Mussels can both outweigh and interact with the effects of terrestrial to freshwater resource subsidies on littoral benthic communities.

Litterfall is an important resource subsidy for lake ecosystems that primarily accumulates in littoral zones. Bivalves are abundant within littoral zones and may modify the effects of terrestrial resource subsidies through trophic interactions and engineering their surrounding habitat. Leaf inputs to lakes and freshwater mussel abundances are changing throughout the boreal ecoregion so we set out to investigate how the co-occurring benthic community might respond. We set up an in situ mesocosm experiment in Ramsey Lake, Sudbury, ON, Canada. Mesocosms contained sediments of either 5% or 35% terrestrial organic matter (tOM), into which we placed mussels (Elliptio complanata) at differing densities (0, 0.4 and 2musselsm-2 , with a sham mussel treatment at 0.4musselsm-2 ).
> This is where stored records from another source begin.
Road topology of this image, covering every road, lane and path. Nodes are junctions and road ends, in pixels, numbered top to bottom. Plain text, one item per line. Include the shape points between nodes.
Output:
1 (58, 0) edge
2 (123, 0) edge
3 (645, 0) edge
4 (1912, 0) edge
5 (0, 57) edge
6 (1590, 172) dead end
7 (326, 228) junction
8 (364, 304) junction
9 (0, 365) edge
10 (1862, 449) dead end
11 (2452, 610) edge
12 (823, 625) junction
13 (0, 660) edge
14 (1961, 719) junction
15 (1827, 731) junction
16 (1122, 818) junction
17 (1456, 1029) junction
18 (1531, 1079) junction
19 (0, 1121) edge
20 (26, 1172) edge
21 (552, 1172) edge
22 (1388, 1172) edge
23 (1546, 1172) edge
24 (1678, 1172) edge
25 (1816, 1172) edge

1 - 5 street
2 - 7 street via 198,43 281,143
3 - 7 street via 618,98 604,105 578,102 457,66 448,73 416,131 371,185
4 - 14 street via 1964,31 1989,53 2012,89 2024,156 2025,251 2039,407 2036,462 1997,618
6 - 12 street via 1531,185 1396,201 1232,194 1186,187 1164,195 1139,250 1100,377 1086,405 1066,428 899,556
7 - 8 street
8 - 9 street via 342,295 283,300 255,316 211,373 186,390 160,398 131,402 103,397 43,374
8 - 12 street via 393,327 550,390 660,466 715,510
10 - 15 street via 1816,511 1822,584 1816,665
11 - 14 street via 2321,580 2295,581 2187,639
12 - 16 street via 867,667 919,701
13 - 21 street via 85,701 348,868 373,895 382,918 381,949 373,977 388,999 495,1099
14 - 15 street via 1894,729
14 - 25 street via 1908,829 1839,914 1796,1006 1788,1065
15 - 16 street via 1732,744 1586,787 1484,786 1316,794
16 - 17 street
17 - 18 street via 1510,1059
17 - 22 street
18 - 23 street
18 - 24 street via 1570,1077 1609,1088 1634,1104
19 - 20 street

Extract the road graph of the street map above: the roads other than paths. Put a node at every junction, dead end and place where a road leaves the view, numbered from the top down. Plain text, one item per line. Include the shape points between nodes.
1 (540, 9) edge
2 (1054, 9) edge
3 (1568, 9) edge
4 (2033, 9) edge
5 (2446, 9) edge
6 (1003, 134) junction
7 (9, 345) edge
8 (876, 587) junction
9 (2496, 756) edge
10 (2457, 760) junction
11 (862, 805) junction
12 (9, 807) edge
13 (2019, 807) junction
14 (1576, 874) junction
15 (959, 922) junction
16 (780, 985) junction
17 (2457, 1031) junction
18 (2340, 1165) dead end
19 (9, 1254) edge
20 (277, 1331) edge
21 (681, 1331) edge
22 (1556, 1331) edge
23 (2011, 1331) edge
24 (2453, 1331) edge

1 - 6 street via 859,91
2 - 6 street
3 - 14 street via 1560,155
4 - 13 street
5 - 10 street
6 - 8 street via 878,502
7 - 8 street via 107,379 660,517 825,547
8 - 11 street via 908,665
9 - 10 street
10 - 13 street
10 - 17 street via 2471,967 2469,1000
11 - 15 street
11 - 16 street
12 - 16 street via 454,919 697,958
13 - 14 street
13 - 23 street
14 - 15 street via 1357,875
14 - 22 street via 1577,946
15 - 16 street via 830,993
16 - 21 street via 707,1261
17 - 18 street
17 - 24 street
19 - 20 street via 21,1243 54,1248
Over one month we recorded the sediment chemistry (dissolved organic carbon, nitrogen and phosphorus), littoral organisms (benthic algae and zooplankton) and mussel growth. At high mussel densities we recorded a 90%, 80%, 45% and 40% reduction in phosphorus, dissolved organic carbon, nitrogen and benthic diatoms, respectively, whereas at low mussel densities we observed a 3-fold increase in zooplankton. We discuss that these results were caused by a combination of bioturbation and trophic interactions. Benthic diatom concentrations were also reduced by 20% in sediments of 35% tOM, likely due to shading and competition with bacteria. Mussel growth increased at high mussel densities but was offset at high tOM, likely due to the organic matter interfering with filter feeding. Our results suggest that mussels can alter the geochemical composition of sediments and abundances of associated littoral organisms, in some cases regardless of tOM quantity. Therefore, the dominant top-down control exerted by freshwater mussels may outweigh bottom-up effects of tOM additions. Generally, our study reveals the importance of considering dominant species when studying the effects of cross-ecosystem resource fluxes.